Top of Excerpted records

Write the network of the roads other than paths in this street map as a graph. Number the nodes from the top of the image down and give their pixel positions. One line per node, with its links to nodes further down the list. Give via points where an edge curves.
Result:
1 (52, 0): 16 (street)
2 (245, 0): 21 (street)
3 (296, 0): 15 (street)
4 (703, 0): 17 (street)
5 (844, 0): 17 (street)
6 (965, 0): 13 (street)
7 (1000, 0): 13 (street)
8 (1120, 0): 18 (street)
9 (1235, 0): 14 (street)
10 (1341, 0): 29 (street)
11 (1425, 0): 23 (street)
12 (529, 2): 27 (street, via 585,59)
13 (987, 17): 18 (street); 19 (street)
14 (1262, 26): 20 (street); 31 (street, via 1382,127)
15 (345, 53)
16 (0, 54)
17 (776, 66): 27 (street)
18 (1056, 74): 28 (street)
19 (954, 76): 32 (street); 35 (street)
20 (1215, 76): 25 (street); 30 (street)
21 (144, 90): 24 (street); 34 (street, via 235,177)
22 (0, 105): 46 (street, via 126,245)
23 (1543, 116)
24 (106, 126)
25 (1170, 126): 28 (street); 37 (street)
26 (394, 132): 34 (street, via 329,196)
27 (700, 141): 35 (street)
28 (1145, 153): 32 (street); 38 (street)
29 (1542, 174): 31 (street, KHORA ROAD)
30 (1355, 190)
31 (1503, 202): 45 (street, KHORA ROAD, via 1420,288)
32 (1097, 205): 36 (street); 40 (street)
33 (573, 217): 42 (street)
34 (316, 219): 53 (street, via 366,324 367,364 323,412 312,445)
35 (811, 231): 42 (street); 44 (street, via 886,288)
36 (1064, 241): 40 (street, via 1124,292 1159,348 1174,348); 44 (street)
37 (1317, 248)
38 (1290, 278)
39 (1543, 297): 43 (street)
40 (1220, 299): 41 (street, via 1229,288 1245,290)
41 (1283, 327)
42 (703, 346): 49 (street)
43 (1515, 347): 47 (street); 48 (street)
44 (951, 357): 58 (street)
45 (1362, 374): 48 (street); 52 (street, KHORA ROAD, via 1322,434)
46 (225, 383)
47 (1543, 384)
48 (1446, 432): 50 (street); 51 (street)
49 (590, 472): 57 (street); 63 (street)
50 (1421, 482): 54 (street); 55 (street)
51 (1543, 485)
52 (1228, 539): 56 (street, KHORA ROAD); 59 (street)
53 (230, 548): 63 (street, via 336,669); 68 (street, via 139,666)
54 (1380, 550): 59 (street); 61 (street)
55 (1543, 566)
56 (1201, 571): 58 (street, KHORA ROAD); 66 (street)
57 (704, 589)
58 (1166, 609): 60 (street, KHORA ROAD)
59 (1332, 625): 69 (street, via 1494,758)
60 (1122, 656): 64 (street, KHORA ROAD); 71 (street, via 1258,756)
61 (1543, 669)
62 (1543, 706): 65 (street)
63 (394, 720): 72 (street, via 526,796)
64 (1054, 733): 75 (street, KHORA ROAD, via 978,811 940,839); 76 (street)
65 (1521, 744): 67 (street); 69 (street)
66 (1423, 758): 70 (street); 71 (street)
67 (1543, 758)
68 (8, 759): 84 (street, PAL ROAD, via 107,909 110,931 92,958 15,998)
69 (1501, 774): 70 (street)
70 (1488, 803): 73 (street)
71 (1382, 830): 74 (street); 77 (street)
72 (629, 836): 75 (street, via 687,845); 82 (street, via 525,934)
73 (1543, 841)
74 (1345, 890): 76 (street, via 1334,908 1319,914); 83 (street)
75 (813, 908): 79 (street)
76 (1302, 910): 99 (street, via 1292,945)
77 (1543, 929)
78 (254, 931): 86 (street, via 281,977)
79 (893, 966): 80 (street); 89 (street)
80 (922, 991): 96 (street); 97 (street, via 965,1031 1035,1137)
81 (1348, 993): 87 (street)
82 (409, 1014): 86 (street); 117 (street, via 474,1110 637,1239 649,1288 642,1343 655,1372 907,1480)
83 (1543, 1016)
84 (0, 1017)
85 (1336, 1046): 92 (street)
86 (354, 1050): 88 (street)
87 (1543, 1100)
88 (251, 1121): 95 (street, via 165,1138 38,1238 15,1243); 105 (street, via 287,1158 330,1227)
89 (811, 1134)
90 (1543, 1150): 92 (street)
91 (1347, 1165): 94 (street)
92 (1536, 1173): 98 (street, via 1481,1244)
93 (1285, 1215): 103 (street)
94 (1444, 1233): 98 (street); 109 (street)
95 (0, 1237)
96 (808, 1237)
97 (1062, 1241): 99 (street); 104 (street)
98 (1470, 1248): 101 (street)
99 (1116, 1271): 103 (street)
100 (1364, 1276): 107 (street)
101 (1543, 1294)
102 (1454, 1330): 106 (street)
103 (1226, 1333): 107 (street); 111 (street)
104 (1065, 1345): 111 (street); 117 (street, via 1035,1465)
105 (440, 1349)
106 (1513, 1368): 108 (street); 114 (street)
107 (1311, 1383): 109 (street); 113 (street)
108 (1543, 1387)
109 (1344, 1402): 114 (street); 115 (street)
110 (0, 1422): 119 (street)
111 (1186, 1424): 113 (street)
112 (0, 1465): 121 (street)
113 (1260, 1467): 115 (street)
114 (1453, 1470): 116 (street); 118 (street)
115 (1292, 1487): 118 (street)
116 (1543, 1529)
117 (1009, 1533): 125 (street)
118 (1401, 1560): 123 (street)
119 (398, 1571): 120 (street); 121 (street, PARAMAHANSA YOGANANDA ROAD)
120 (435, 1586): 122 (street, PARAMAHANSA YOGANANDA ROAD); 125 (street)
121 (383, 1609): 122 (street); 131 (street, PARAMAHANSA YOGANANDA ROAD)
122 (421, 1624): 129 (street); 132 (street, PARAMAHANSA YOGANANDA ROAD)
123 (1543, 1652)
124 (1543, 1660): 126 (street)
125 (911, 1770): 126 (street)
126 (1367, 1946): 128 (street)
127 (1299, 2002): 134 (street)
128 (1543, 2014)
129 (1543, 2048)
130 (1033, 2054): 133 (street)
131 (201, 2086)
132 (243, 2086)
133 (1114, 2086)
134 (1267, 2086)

Bottom of Excerpted records

*Task prompt:* If a line appears above, it belongs in your answer, printed exactly.

*Written solution:*
Write the network of the roads other than paths in this street map as a graph. Number the nodes from the top of the image down and give their pixel positions. One line per node, with its links to nodes further down the list. Give via points where an edge curves.
Result:
1 (52, 0): 16 (street)
2 (245, 0): 21 (street)
3 (296, 0): 15 (street)
4 (703, 0): 17 (street)
5 (844, 0): 17 (street)
6 (965, 0): 13 (street)
7 (1000, 0): 13 (street)
8 (1120, 0): 18 (street)
9 (1235, 0): 14 (street)
10 (1341, 0): 29 (street)
11 (1425, 0): 23 (street)
12 (529, 2): 27 (street, via 585,59)
13 (987, 17): 18 (street); 19 (street)
14 (1262, 26): 20 (street); 31 (street, via 1382,127)
15 (345, 53)
16 (0, 54)
17 (776, 66): 27 (street)
18 (1056, 74): 28 (street)
19 (954, 76): 32 (street); 35 (street)
20 (1215, 76): 25 (street); 30 (street)
21 (144, 90): 24 (street); 34 (street, via 235,177)
22 (0, 105): 46 (street, via 126,245)
23 (1543, 116)
24 (106, 126)
25 (1170, 126): 28 (street); 37 (street)
26 (394, 132): 34 (street, via 329,196)
27 (700, 141): 35 (street)
28 (1145, 153): 32 (street); 38 (street)
29 (1542, 174): 31 (street, KHORA ROAD)
30 (1355, 190)
31 (1503, 202): 45 (street, KHORA ROAD, via 1420,288)
32 (1097, 205): 36 (street); 40 (street)
33 (573, 217): 42 (street)
34 (316, 219): 53 (street, via 366,324 367,364 323,412 312,445)
35 (811, 231): 42 (street); 44 (street, via 886,288)
36 (1064, 241): 40 (street, via 1124,292 1159,348 1174,348); 44 (street)
37 (1317, 248)
38 (1290, 278)
39 (1543, 297): 43 (street)
40 (1220, 299): 41 (street, via 1229,288 1245,290)
41 (1283, 327)
42 (703, 346): 49 (street)
43 (1515, 347): 47 (street); 48 (street)
44 (951, 357): 58 (street)
45 (1362, 374): 48 (street); 52 (street, KHORA ROAD, via 1322,434)
46 (225, 383)
47 (1543, 384)
48 (1446, 432): 50 (street); 51 (street)
49 (590, 472): 57 (street); 63 (street)
50 (1421, 482): 54 (street); 55 (street)
51 (1543, 485)
52 (1228, 539): 56 (street, KHORA ROAD); 59 (street)
53 (230, 548): 63 (street, via 336,669); 68 (street, via 139,666)
54 (1380, 550): 59 (street); 61 (street)
55 (1543, 566)
56 (1201, 571): 58 (street, KHORA ROAD); 66 (street)
57 (704, 589)
58 (1166, 609): 60 (street, KHORA ROAD)
59 (1332, 625): 69 (street, via 1494,758)
60 (1122, 656): 64 (street, KHORA ROAD); 71 (street, via 1258,756)
61 (1543, 669)
62 (1543, 706): 65 (street)
63 (394, 720): 72 (street, via 526,796)
64 (1054, 733): 75 (street, KHORA ROAD, via 978,811 940,839); 76 (street)
65 (1521, 744): 67 (street); 69 (street)
66 (1423, 758): 70 (street); 71 (street)
67 (1543, 758)
68 (8, 759): 84 (street, PAL ROAD, via 107,909 110,931 92,958 15,998)
69 (1501, 774): 70 (street)
70 (1488, 803): 73 (street)
71 (1382, 830): 74 (street); 77 (street)
72 (629, 836): 75 (street, via 687,845); 82 (street, via 525,934)
73 (1543, 841)
74 (1345, 890): 76 (street, via 1334,908 1319,914); 83 (street)
75 (813, 908): 79 (street)
76 (1302, 910): 99 (street, via 1292,945)
77 (1543, 929)
78 (254, 931): 86 (street, via 281,977)
79 (893, 966): 80 (street); 89 (street)
80 (922, 991): 96 (street); 97 (street, via 965,1031 1035,1137)
81 (1348, 993): 87 (street)
82 (409, 1014): 86 (street); 117 (street, via 474,1110 637,1239 649,1288 642,1343 655,1372 907,1480)
83 (1543, 1016)
84 (0, 1017)
85 (1336, 1046): 92 (street)
86 (354, 1050): 88 (street)
87 (1543, 1100)
88 (251, 1121): 95 (street, via 165,1138 38,1238 15,1243); 105 (street, via 287,1158 330,1227)
89 (811, 1134)
90 (1543, 1150): 92 (street)
91 (1347, 1165): 94 (street)
92 (1536, 1173): 98 (street, via 1481,1244)
93 (1285, 1215): 103 (street)
94 (1444, 1233): 98 (street); 109 (street)
95 (0, 1237)
96 (808, 1237)
97 (1062, 1241): 99 (street); 104 (street)
98 (1470, 1248): 101 (street)
99 (1116, 1271): 103 (street)
100 (1364, 1276): 107 (street)
101 (1543, 1294)
102 (1454, 1330): 106 (street)
103 (1226, 1333): 107 (street); 111 (street)
104 (1065, 1345): 111 (street); 117 (street, via 1035,1465)
105 (440, 1349)
106 (1513, 1368): 108 (street); 114 (street)
107 (1311, 1383): 109 (street); 113 (street)
108 (1543, 1387)
109 (1344, 1402): 114 (street); 115 (street)
110 (0, 1422): 119 (street)
111 (1186, 1424): 113 (street)
112 (0, 1465): 121 (street)
113 (1260, 1467): 115 (street)
114 (1453, 1470): 116 (street); 118 (street)
115 (1292, 1487): 118 (street)
116 (1543, 1529)
117 (1009, 1533): 125 (street)
118 (1401, 1560): 123 (street)
119 (398, 1571): 120 (street); 121 (street, PARAMAHANSA YOGANANDA ROAD)
120 (435, 1586): 122 (street, PARAMAHANSA YOGANANDA ROAD); 125 (street)
121 (383, 1609): 122 (street); 131 (street, PARAMAHANSA YOGANANDA ROAD)
122 (421, 1624): 129 (street); 132 (street, PARAMAHANSA YOGANANDA ROAD)
123 (1543, 1652)
124 (1543, 1660): 126 (street)
125 (911, 1770): 126 (street)
126 (1367, 1946): 128 (street)
127 (1299, 2002): 134 (street)
128 (1543, 2014)
129 (1543, 2048)
130 (1033, 2054): 133 (street)
131 (201, 2086)
132 (243, 2086)
133 (1114, 2086)
134 (1267, 2086)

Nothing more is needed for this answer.